The records that follow must be repeated exactly, minus the images.

RECORDS SHOWN Start Marker

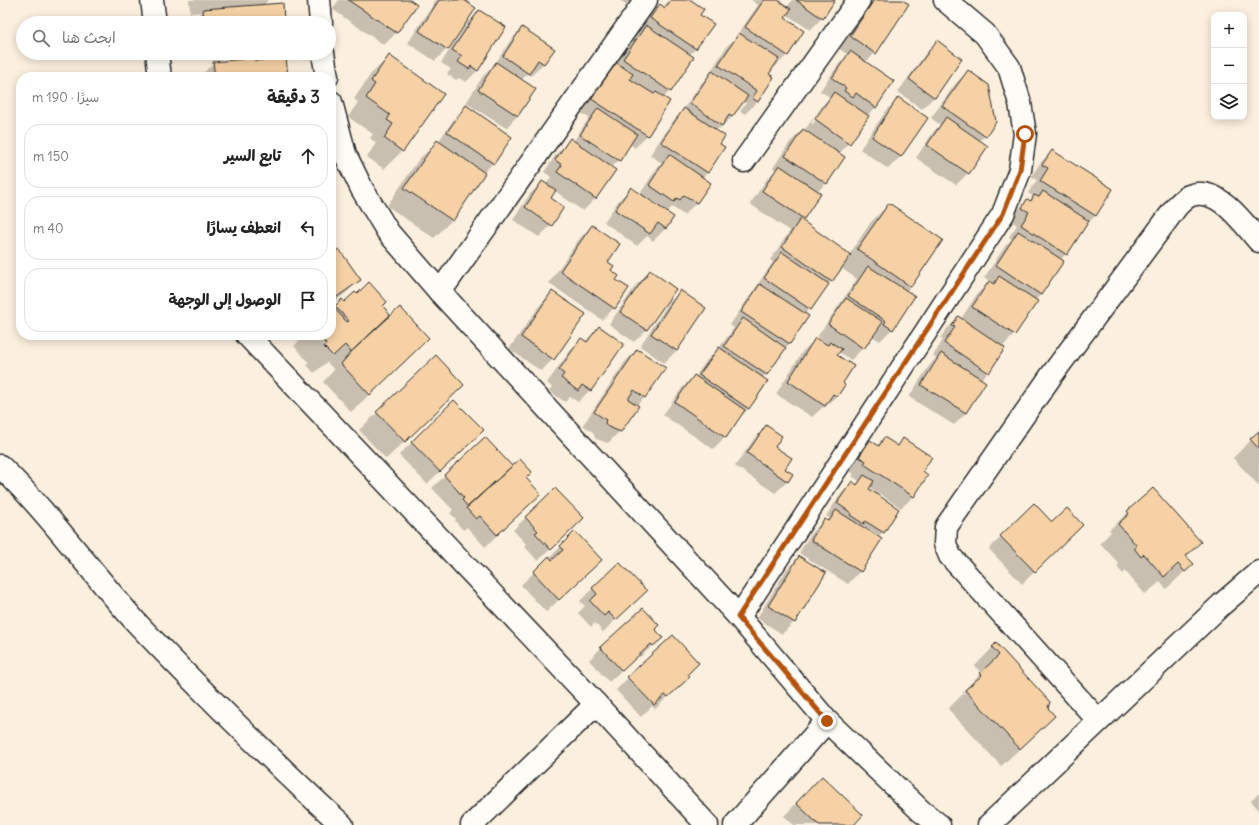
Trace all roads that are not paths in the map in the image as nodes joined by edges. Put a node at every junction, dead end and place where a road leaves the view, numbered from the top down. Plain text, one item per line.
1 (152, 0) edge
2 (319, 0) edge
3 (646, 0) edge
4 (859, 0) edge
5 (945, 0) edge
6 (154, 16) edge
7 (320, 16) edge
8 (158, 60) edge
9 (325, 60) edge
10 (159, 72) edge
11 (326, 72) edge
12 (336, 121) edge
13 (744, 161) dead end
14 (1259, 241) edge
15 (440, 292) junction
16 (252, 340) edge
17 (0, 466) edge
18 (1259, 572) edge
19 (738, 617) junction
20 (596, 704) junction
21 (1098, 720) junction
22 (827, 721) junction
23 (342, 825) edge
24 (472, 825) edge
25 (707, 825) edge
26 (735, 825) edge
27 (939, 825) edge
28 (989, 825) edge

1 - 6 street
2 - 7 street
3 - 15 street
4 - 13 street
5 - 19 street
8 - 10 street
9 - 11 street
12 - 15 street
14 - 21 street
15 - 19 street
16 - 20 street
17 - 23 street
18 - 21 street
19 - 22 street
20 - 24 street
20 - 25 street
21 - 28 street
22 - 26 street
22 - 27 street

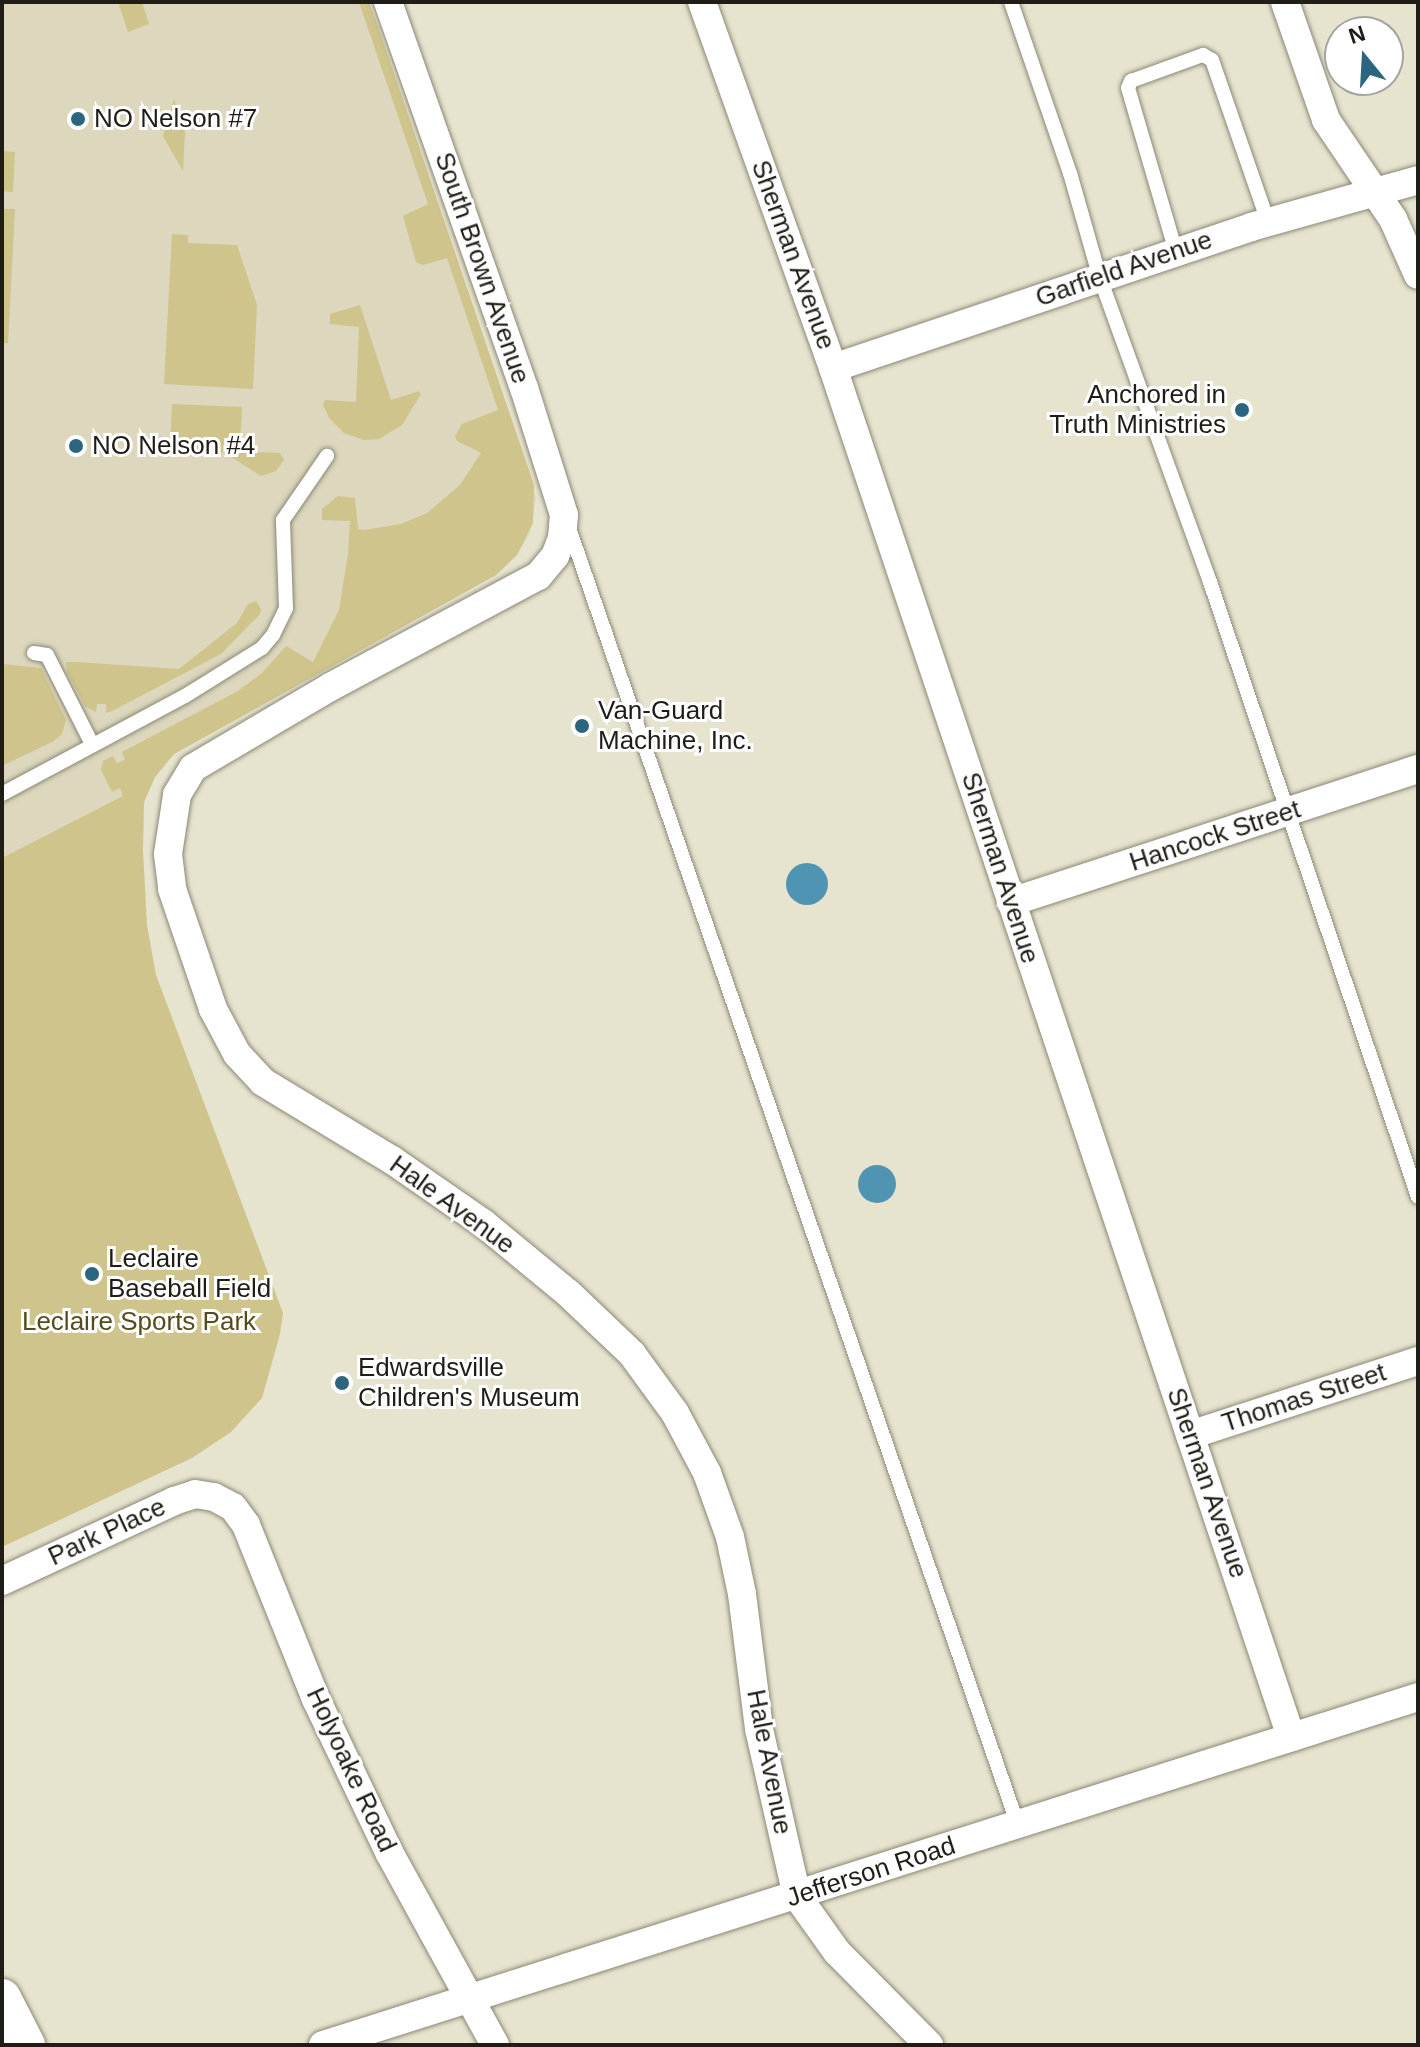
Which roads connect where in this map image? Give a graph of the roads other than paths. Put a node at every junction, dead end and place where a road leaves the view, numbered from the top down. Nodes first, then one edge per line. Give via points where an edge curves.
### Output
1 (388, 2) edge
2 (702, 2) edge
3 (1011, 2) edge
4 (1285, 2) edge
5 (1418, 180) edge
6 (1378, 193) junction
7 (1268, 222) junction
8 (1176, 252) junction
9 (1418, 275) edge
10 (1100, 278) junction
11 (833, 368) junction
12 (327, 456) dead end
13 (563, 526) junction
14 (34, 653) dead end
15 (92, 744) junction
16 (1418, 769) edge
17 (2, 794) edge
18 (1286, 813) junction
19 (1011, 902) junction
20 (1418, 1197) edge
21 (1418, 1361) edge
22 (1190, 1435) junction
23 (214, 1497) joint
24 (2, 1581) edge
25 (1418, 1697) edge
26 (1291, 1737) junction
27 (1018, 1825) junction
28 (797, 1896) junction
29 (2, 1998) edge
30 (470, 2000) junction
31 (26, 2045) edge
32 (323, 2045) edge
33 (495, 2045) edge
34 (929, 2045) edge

RECORDS SHOWN End Marker

-- YOUR RESPONSE --
Trace all roads that are not paths in the map in the image as nodes joined by edges. Put a node at every junction, dead end and place where a road leaves the view, numbered from the top down. Plain text, one item per line.
1 (152, 0) edge
2 (319, 0) edge
3 (646, 0) edge
4 (859, 0) edge
5 (945, 0) edge
6 (154, 16) edge
7 (320, 16) edge
8 (158, 60) edge
9 (325, 60) edge
10 (159, 72) edge
11 (326, 72) edge
12 (336, 121) edge
13 (744, 161) dead end
14 (1259, 241) edge
15 (440, 292) junction
16 (252, 340) edge
17 (0, 466) edge
18 (1259, 572) edge
19 (738, 617) junction
20 (596, 704) junction
21 (1098, 720) junction
22 (827, 721) junction
23 (342, 825) edge
24 (472, 825) edge
25 (707, 825) edge
26 (735, 825) edge
27 (939, 825) edge
28 (989, 825) edge

1 - 6 street
2 - 7 street
3 - 15 street
4 - 13 street
5 - 19 street
8 - 10 street
9 - 11 street
12 - 15 street
14 - 21 street
15 - 19 street
16 - 20 street
17 - 23 street
18 - 21 street
19 - 22 street
20 - 24 street
20 - 25 street
21 - 28 street
22 - 26 street
22 - 27 street

Which roads connect where in this map image? Give a graph of the roads other than paths. Put a node at every junction, dead end and place where a road leaves the view, numbered from the top down. Nodes first, then one edge per line. Give via points where an edge curves.
### Output
1 (388, 2) edge
2 (702, 2) edge
3 (1011, 2) edge
4 (1285, 2) edge
5 (1418, 180) edge
6 (1378, 193) junction
7 (1268, 222) junction
8 (1176, 252) junction
9 (1418, 275) edge
10 (1100, 278) junction
11 (833, 368) junction
12 (327, 456) dead end
13 (563, 526) junction
14 (34, 653) dead end
15 (92, 744) junction
16 (1418, 769) edge
17 (2, 794) edge
18 (1286, 813) junction
19 (1011, 902) junction
20 (1418, 1197) edge
21 (1418, 1361) edge
22 (1190, 1435) junction
23 (214, 1497) joint
24 (2, 1581) edge
25 (1418, 1697) edge
26 (1291, 1737) junction
27 (1018, 1825) junction
28 (797, 1896) junction
29 (2, 1998) edge
30 (470, 2000) junction
31 (26, 2045) edge
32 (323, 2045) edge
33 (495, 2045) edge
34 (929, 2045) edge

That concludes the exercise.